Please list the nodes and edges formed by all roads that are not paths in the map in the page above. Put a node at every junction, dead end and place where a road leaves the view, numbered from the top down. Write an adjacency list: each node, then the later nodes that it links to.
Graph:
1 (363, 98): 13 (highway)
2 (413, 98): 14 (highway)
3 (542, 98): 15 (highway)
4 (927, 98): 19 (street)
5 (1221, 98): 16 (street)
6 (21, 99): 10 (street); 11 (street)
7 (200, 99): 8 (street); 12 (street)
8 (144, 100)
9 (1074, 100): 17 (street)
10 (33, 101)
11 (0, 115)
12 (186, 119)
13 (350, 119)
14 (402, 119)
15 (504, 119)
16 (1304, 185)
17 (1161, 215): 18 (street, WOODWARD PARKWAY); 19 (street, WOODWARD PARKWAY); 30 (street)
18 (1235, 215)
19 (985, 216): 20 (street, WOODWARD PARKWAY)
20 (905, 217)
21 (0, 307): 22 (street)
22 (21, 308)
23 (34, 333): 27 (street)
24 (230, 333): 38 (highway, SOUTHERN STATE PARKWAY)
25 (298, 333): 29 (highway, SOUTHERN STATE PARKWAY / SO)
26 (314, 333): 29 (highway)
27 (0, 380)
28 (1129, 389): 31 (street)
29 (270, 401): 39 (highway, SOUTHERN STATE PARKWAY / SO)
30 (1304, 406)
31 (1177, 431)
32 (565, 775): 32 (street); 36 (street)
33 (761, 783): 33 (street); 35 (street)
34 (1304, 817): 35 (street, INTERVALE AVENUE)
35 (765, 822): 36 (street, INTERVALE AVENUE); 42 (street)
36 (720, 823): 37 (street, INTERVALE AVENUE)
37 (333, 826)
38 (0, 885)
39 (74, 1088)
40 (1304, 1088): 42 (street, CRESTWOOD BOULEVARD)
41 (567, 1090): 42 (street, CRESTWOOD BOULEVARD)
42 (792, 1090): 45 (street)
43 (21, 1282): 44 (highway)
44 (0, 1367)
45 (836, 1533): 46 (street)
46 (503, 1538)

──────────

> What is being asked: Reproduce every single entry above exactly.

> Your solution:
Please list the nodes and edges formed by all roads that are not paths in the map in the page above. Put a node at every junction, dead end and place where a road leaves the view, numbered from the top down. Write an adjacency list: each node, then the later nodes that it links to.
Graph:
1 (363, 98): 13 (highway)
2 (413, 98): 14 (highway)
3 (542, 98): 15 (highway)
4 (927, 98): 19 (street)
5 (1221, 98): 16 (street)
6 (21, 99): 10 (street); 11 (street)
7 (200, 99): 8 (street); 12 (street)
8 (144, 100)
9 (1074, 100): 17 (street)
10 (33, 101)
11 (0, 115)
12 (186, 119)
13 (350, 119)
14 (402, 119)
15 (504, 119)
16 (1304, 185)
17 (1161, 215): 18 (street, WOODWARD PARKWAY); 19 (street, WOODWARD PARKWAY); 30 (street)
18 (1235, 215)
19 (985, 216): 20 (street, WOODWARD PARKWAY)
20 (905, 217)
21 (0, 307): 22 (street)
22 (21, 308)
23 (34, 333): 27 (street)
24 (230, 333): 38 (highway, SOUTHERN STATE PARKWAY)
25 (298, 333): 29 (highway, SOUTHERN STATE PARKWAY / SO)
26 (314, 333): 29 (highway)
27 (0, 380)
28 (1129, 389): 31 (street)
29 (270, 401): 39 (highway, SOUTHERN STATE PARKWAY / SO)
30 (1304, 406)
31 (1177, 431)
32 (565, 775): 32 (street); 36 (street)
33 (761, 783): 33 (street); 35 (street)
34 (1304, 817): 35 (street, INTERVALE AVENUE)
35 (765, 822): 36 (street, INTERVALE AVENUE); 42 (street)
36 (720, 823): 37 (street, INTERVALE AVENUE)
37 (333, 826)
38 (0, 885)
39 (74, 1088)
40 (1304, 1088): 42 (street, CRESTWOOD BOULEVARD)
41 (567, 1090): 42 (street, CRESTWOOD BOULEVARD)
42 (792, 1090): 45 (street)
43 (21, 1282): 44 (highway)
44 (0, 1367)
45 (836, 1533): 46 (street)
46 (503, 1538)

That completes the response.